Un troisième témoin anonyme
Quand les militaires sont rentrés, ils étaient nombreux. Ils ont commencé à tirer sur le stade. Ils ont pris les gens, les ont chicotés, il y a un militaire qui avait un couteau, qui perçait aussi les gens. Mes deux camarades ont été tués là-bas devant moi. »Les leaders de l’opposition sont à la tribune et assistent à la scène avant d’être eux-même pris pour cible.
Ensuite on a vu comment ils faisaient : ils dispersaient tous les attroupements et ils se mettaient à plusieurs par exemple sur un seul manifestant jusqu’à ce qu’il cesse de bouger… on l’a vu de la tribune. On voyait certains avec des couteaux. On sentait qu’ils avaient des couteaux. On a vu aussi beaucoup de gens qui avaient des planches en bois cloutées et on les voyait taper un peu sur tout le monde. C’est comme si ils voulaient vider la pelouse.
Cellou Dalein Diallo, président de l'Union des forces démocratiques de Guinée, s'adressant aux journalistes avant que les violences n'éclatent.
(Photo : DR)
Moi-même, je ne connais pas bien le stade. J’ai pu sortir de la tribune et prendre un couloir… et au sortir de ce couloir, à ma droite, j’ai vu qu’ils étaient en train de cogner sur monsieur Jean-Marie Doré.»
Moi, pendant ce temps, on m’avait enlevé ma veste. On m’avait délesté de mes téléphones et de mon argent. On m’a mis à genoux et l’un des deux bérets rouges qui s’acharnaient sur moi a dit ‘toi, on te cherchait depuis longtemps. Tu nous a fait trop de mal. Aujourd’hui je vais te tirer deux balles dans la tête'. Son copain dit ‘non, ça serait simple.

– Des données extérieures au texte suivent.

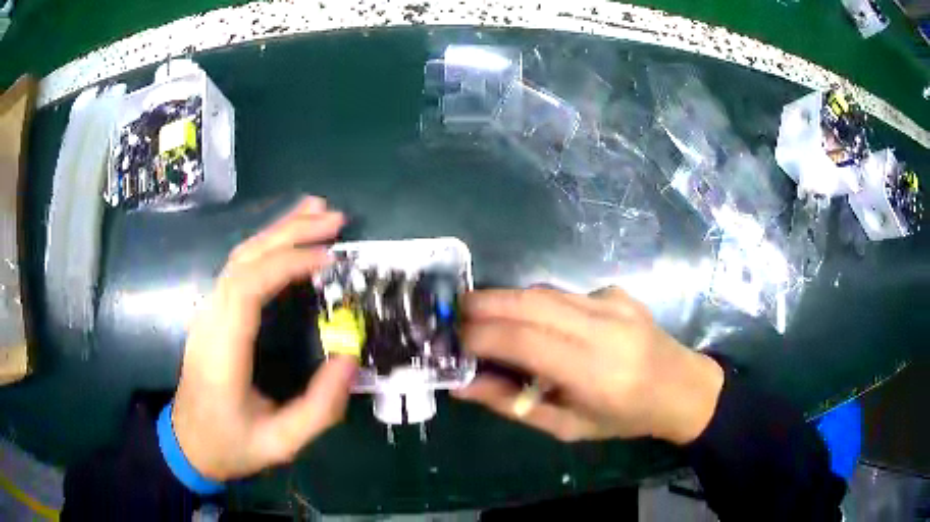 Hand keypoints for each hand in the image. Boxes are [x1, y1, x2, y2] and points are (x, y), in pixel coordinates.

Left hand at [172, 196, 357, 480]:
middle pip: (244, 259)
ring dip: (278, 230)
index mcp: (222, 351)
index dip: (288, 263)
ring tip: (316, 212)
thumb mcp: (281, 443)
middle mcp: (210, 320)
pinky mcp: (213, 313)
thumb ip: (319, 409)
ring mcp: (208, 312)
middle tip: (334, 218)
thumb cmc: (231, 445)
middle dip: (289, 232)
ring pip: (239, 257)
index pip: (248, 287)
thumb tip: (351, 357)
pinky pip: (238, 268)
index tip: (329, 258)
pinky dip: (266, 245)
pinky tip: (287, 238)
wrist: (188, 445)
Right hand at [453, 287, 723, 444]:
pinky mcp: (616, 292)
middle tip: (453, 315)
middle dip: (483, 304)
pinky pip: (564, 293)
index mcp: (595, 372)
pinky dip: (535, 303)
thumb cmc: (623, 418)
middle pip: (530, 302)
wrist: (680, 387)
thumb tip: (463, 385)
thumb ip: (513, 405)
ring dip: (505, 300)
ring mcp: (613, 303)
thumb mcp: (567, 426)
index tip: (452, 340)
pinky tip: (532, 320)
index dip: (481, 335)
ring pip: (544, 291)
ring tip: (480, 314)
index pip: (525, 340)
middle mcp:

Il ne faut pas lui tirer deux balles dans la tête, il faut l’égorger’.
Les seuls qui ont un contentieux avec moi sont les gens de l’ULIMO, parce que les autres militaires guinéens n’ont aucun contentieux avec moi. J’affirme – je ne dis pas combien ils étaient de l’ULIMO au stade - mais les deux que j’ai vus, ces deux-là, j’affirme catégoriquement qu’ils étaient de l’ULIMO. »
« Lorsqu’ils sont montés à la tribune nous étions assis paisiblement, on attendait. On pensait qu’on avait affaire à des gens civilisés qui seraient venus nous arrêter pour nous amener au commissariat… et nous nous sommes vus entre leurs mains. Ils nous ont frappés, molestés. Frappés avec des crosses, il nous ont frappés avec des gourdins, avec des planches, nous avons été violentés. Tout le monde a été mis à sang. Voila la preuve : la tenue que je portais. Je portais une chemise blanche, comme vous voyez. Vous voyez les traces, c’est des coups que nous avons reçus. Cette chemise était blanche, mais elle est devenue rouge. Rouge de sang ».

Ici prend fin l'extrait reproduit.